> **What is being asked**: Count how many lines in the entries below hold "nodes". Only the number belongs in the answer.

> **Dataset records**:

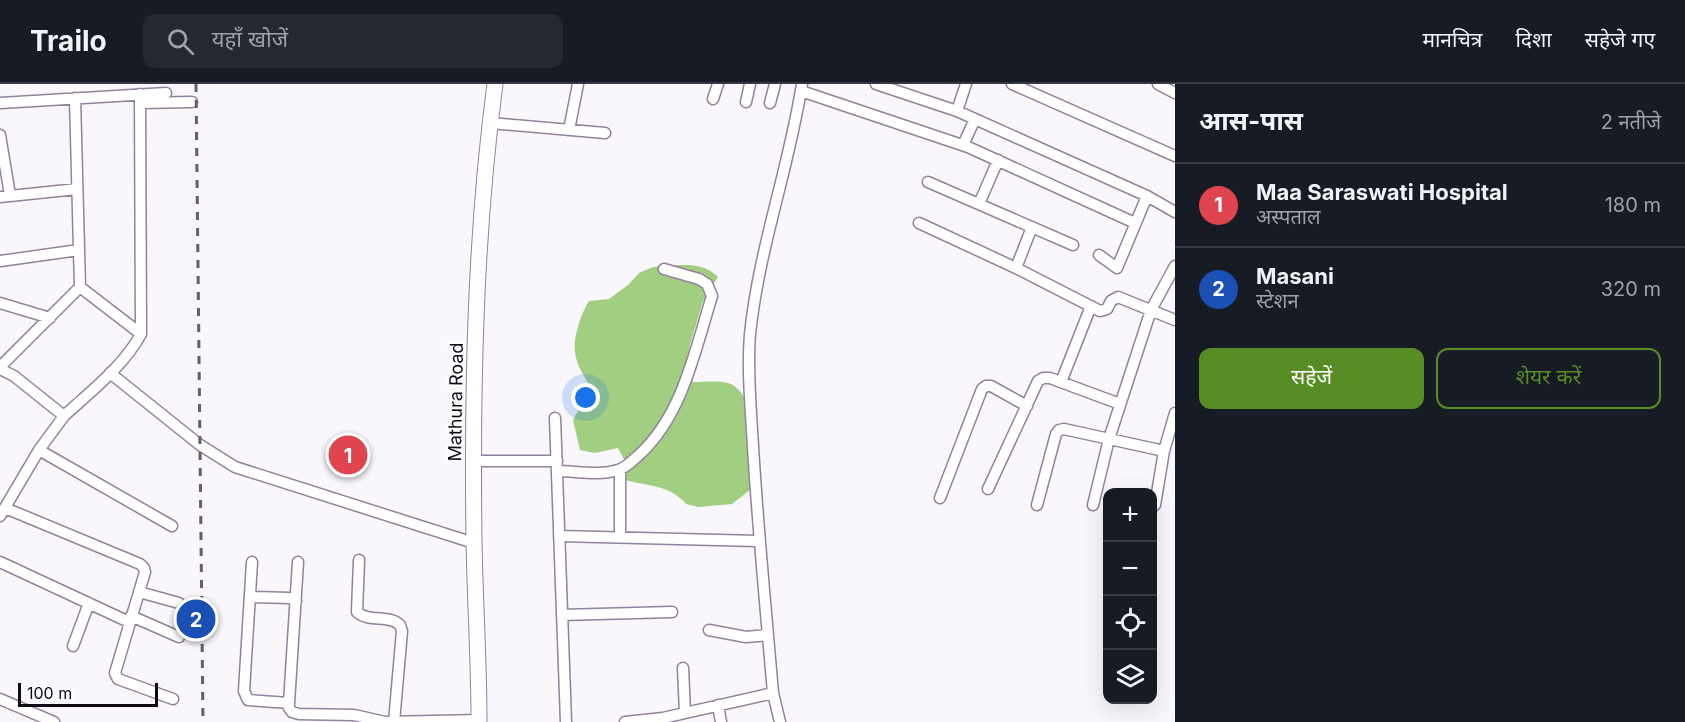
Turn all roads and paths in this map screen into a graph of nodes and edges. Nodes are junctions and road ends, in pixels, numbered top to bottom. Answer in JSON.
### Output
{"nodes":[{"id":1,"x":495,"y":84,"type":"edge"},
{"id":2,"x":578,"y":84,"type":"edge"},
{"id":3,"x":718,"y":84,"type":"edge"},
{"id":4,"x":750,"y":84,"type":"edge"},
{"id":5,"x":775,"y":84,"type":"edge"},
{"id":6,"x":876,"y":84,"type":"edge"},
{"id":7,"x":966,"y":84,"type":"edge"},
{"id":8,"x":1012,"y":84,"type":"edge"},
{"id":9,"x":1158,"y":84,"type":"edge"},
{"id":10,"x":802,"y":88,"type":"edge"},
{"id":11,"x":166,"y":93,"type":"dead end"},
{"id":12,"x":1175,"y":93,"type":"edge"},
{"id":13,"x":75,"y":98,"type":"junction"},
{"id":14,"x":140,"y":98,"type":"junction"},
{"id":15,"x":713,"y":99,"type":"dead end"},
{"id":16,"x":192,"y":102,"type":"dead end"},
{"id":17,"x":746,"y":102,"type":"dead end"},
{"id":18,"x":0,"y":103,"type":"edge"},
{"id":19,"x":770,"y":103,"type":"dead end"},
{"id":20,"x":957,"y":111,"type":"junction"},
{"id":21,"x":975,"y":119,"type":"junction"},
{"id":22,"x":490,"y":123,"type":"junction"},
{"id":23,"x":569,"y":130,"type":"junction"},
{"id":24,"x":605,"y":133,"type":"dead end"},
{"id":25,"x":0,"y":135,"type":"edge"},
{"id":26,"x":963,"y":145,"type":"junction"},
{"id":27,"x":1175,"y":156,"type":"edge"},
{"id":28,"x":998,"y":160,"type":"junction"},
{"id":29,"x":928,"y":182,"type":"dead end"},
{"id":30,"x":77,"y":189,"type":"junction"},
{"id":31,"x":5,"y":196,"type":"edge"},
{"id":32,"x":1147,"y":196,"type":"junction"},
{"id":33,"x":979,"y":204,"type":"junction"},
{"id":34,"x":1175,"y":212,"type":"edge"},
{"id":35,"x":919,"y":223,"type":"dead end"},
{"id":36,"x":1135,"y":223,"type":"junction"},
{"id":37,"x":1032,"y":227,"type":"junction"},
{"id":38,"x":1073,"y":244,"type":"dead end"},
{"id":39,"x":79,"y":250,"type":"junction"},
{"id":40,"x":1099,"y":255,"type":"dead end"},
{"id":41,"x":0,"y":261,"type":"edge"},
{"id":42,"x":1175,"y":266,"type":"edge"},
{"id":43,"x":664,"y":268,"type":"dead end"},
{"id":44,"x":1016,"y":268,"type":"junction"},
{"id":45,"x":1172,"y":281,"type":"edge"},
{"id":46,"x":80,"y":287,"type":"junction"},
{"id":47,"x":0,"y":303,"type":"edge"},
{"id":48,"x":1090,"y":306,"type":"junction"},
{"id":49,"x":1151,"y":310,"type":"junction"},
{"id":50,"x":50,"y":318,"type":"junction"},
{"id":51,"x":1175,"y":320,"type":"edge"},
{"id":52,"x":141,"y":334,"type":"junction"},
{"id":53,"x":0,"y":368,"type":"edge"},
{"id":54,"x":111,"y":373,"type":"junction"},
{"id":55,"x":1061,"y":382,"type":"junction"},
{"id":56,"x":1120,"y":404,"type":"junction"},
{"id":57,"x":1027,"y":406,"type":"junction"},
{"id":58,"x":1175,"y":413,"type":"edge"},
{"id":59,"x":64,"y":416,"type":"junction"},
{"id":60,"x":555,"y":418,"type":"dead end"},
{"id":61,"x":1109,"y":439,"type":"junction"},
{"id":62,"x":39,"y":450,"type":"junction"},
{"id":63,"x":1164,"y":451,"type":"junction"},
{"id":64,"x":474,"y":461,"type":"junction"},
{"id":65,"x":557,"y":466,"type":"junction"},
{"id":66,"x":620,"y":470,"type":"junction"},
{"id":67,"x":988,"y":489,"type":"dead end"},
{"id":68,"x":1157,"y":493,"type":"edge"},
{"id":69,"x":940,"y":498,"type":"dead end"},
{"id":70,"x":1093,"y":505,"type":"dead end"},
{"id":71,"x":1037,"y":506,"type":"dead end"},
{"id":72,"x":3,"y":512,"type":"edge"},
{"id":73,"x":172,"y":526,"type":"dead end"},
{"id":74,"x":559,"y":536,"type":"junction"},
{"id":75,"x":620,"y":537,"type":"junction"},
{"id":76,"x":759,"y":541,"type":"junction"},
{"id":77,"x":474,"y":543,"type":"junction"},
{"id":78,"x":359,"y":560,"type":"dead end"},
{"id":79,"x":0,"y":562,"type":"edge"},
{"id":80,"x":252,"y":562,"type":"dead end"},
{"id":81,"x":298,"y":562,"type":"dead end"},
{"id":82,"x":139,"y":592,"type":"junction"},
{"id":83,"x":250,"y":597,"type":"junction"},
{"id":84,"x":296,"y":601,"type":"junction"},
{"id":85,"x":89,"y":603,"type":"junction"},
{"id":86,"x":179,"y":603,"type":"dead end"},
{"id":87,"x":672,"y":612,"type":"dead end"},
{"id":88,"x":562,"y":615,"type":"junction"},
{"id":89,"x":130,"y":619,"type":"junction"},
{"id":90,"x":709,"y":630,"type":"dead end"},
{"id":91,"x":768,"y":635,"type":"junction"},
{"id":92,"x":179,"y":637,"type":"dead end"},
{"id":93,"x":74,"y":646,"type":"dead end"},
{"id":94,"x":683,"y":668,"type":"dead end"},
{"id":95,"x":773,"y":693,"type":"junction"},
{"id":96,"x":0,"y":699,"type":"edge"},
{"id":97,"x":173,"y":699,"type":"dead end"},
{"id":98,"x":289,"y":703,"type":"junction"},
{"id":99,"x":718,"y":705,"type":"junction"},
{"id":100,"x":685,"y":713,"type":"junction"},
{"id":101,"x":664,"y":720,"type":"edge"},
{"id":102,"x":479,"y":721,"type":"edge"},
{"id":103,"x":54,"y":722,"type":"edge"},
{"id":104,"x":394,"y":722,"type":"edge"},
{"id":105,"x":566,"y":722,"type":"edge"},
{"id":106,"x":625,"y":722,"type":"edge"},
{"id":107,"x":721,"y":722,"type":"edge"},
{"id":108,"x":780,"y":722,"type":"edge"}],
"edges":[{"from":1,"to":22,"type":"main road","name":"Mathura Road"},
{"from":2,"to":23,"type":"street"},
{"from":3,"to":15,"type":"street"},
{"from":4,"to":17,"type":"street"},
{"from":5,"to":19,"type":"street"},
{"from":6,"to":20,"type":"street"},
{"from":7,"to":20,"type":"street"},
{"from":8,"to":27,"type":"street"},
{"from":9,"to":12,"type":"street"},
{"from":10,"to":26,"type":"street"},
{"from":10,"to":76,"type":"street"},
{"from":11,"to":14,"type":"street"},
{"from":13,"to":14,"type":"street"},
{"from":13,"to":18,"type":"street"},
{"from":13,"to":30,"type":"street"},
{"from":14,"to":16,"type":"street"},
{"from":14,"to":52,"type":"street"},
{"from":20,"to":21,"type":"street"},
{"from":21,"to":26,"type":"street"},
{"from":21,"to":32,"type":"street"},
{"from":22,"to":23,"type":"street"},
{"from":22,"to":64,"type":"main road","name":"Mathura Road"},
{"from":23,"to":24,"type":"street"},
{"from":25,"to":31,"type":"street"},
{"from":26,"to":28,"type":"street"},
{"from":28,"to":33,"type":"street"},
{"from":28,"to":36,"type":"street"},
{"from":29,"to":33,"type":"street"},
{"from":30,"to":31,"type":"street"},
{"from":30,"to":39,"type":"street"},
{"from":32,"to":34,"type":"street"},
{"from":32,"to":36,"type":"street"},
{"from":33,"to":37,"type":"street"},
{"from":35,"to":44,"type":"street"},
{"from":36,"to":40,"type":"street"},
{"from":37,"to":38,"type":"street"},
{"from":37,"to":44,"type":"street"},
{"from":39,"to":41,"type":"street"},
{"from":39,"to":46,"type":"street"},
{"from":42,"to":45,"type":"street"},
{"from":43,"to":66,"type":"street"},
{"from":44,"to":48,"type":"street"},
{"from":45,"to":49,"type":"street"},
{"from":46,"to":50,"type":"street"},
{"from":46,"to":52,"type":"street"},
{"from":47,"to":50,"type":"street"},
{"from":48,"to":49,"type":"street"},
{"from":48,"to":55,"type":"street"},
{"from":49,"to":51,"type":"street"},
{"from":49,"to":56,"type":"street"},
{"from":50,"to":53,"type":"street"},
{"from":52,"to":54,"type":"street"},
{"from":53,"to":59,"type":"street"},
{"from":54,"to":59,"type":"street"},
{"from":54,"to":77,"type":"street"},
{"from":55,"to":56,"type":"street"},
{"from":55,"to":57,"type":"street"},
{"from":56,"to":61,"type":"street"},
{"from":57,"to":67,"type":"street"},
{"from":57,"to":69,"type":"street"},
{"from":58,"to":63,"type":"street"},
{"from":59,"to":62,"type":"street"},
{"from":60,"to":65,"type":"street"},
{"from":61,"to":63,"type":"street"},
{"from":61,"to":70,"type":"street"},
{"from":61,"to":71,"type":"street"},
{"from":62,"to":72,"type":"street"},
{"from":62,"to":73,"type":"street"},
{"from":63,"to":68,"type":"street"},
{"from":64,"to":65,"type":"street"},
{"from":64,"to":77,"type":"main road","name":"Mathura Road"},
{"from":65,"to":66,"type":"street"},
{"from":65,"to":74,"type":"street"},
{"from":66,"to":75,"type":"street"},
{"from":72,"to":82,"type":"street"},
{"from":74,"to":75,"type":"street"},
{"from":74,"to":88,"type":"street"},
{"from":75,"to":76,"type":"street"},
{"from":76,"to":91,"type":"street"},
{"from":77,"to":102,"type":"main road","name":"Mathura Road"},
{"from":78,"to":104,"type":"street"},
{"from":79,"to":85,"type":"street"},
{"from":80,"to":83,"type":"street"},
{"from":81,"to":84,"type":"street"},
{"from":82,"to":86,"type":"street"},
{"from":82,"to":89,"type":"street"},
{"from":83,"to":84,"type":"street"},
{"from":83,"to":98,"type":"street"},
{"from":84,"to":98,"type":"street"},
{"from":85,"to":89,"type":"street"},
{"from":85,"to":93,"type":"street"},
{"from":87,"to":88,"type":"street"},
{"from":88,"to":105,"type":"street"},
{"from":89,"to":92,"type":"street"},
{"from":89,"to":97,"type":"street"},
{"from":90,"to":91,"type":"street"},
{"from":91,"to":95,"type":"street"},
{"from":94,"to":100,"type":"street"},
{"from":95,"to":99,"type":"street"},
{"from":95,"to":108,"type":"street"},
{"from":96,"to":103,"type":"street"},
{"from":98,"to":104,"type":"street"},
{"from":99,"to":100,"type":"street"},
{"from":99,"to":107,"type":"street"},
{"from":100,"to":101,"type":"street"},
{"from":101,"to":106,"type":"street"},
{"from":102,"to":104,"type":"street"}]}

> **Expected output**: 2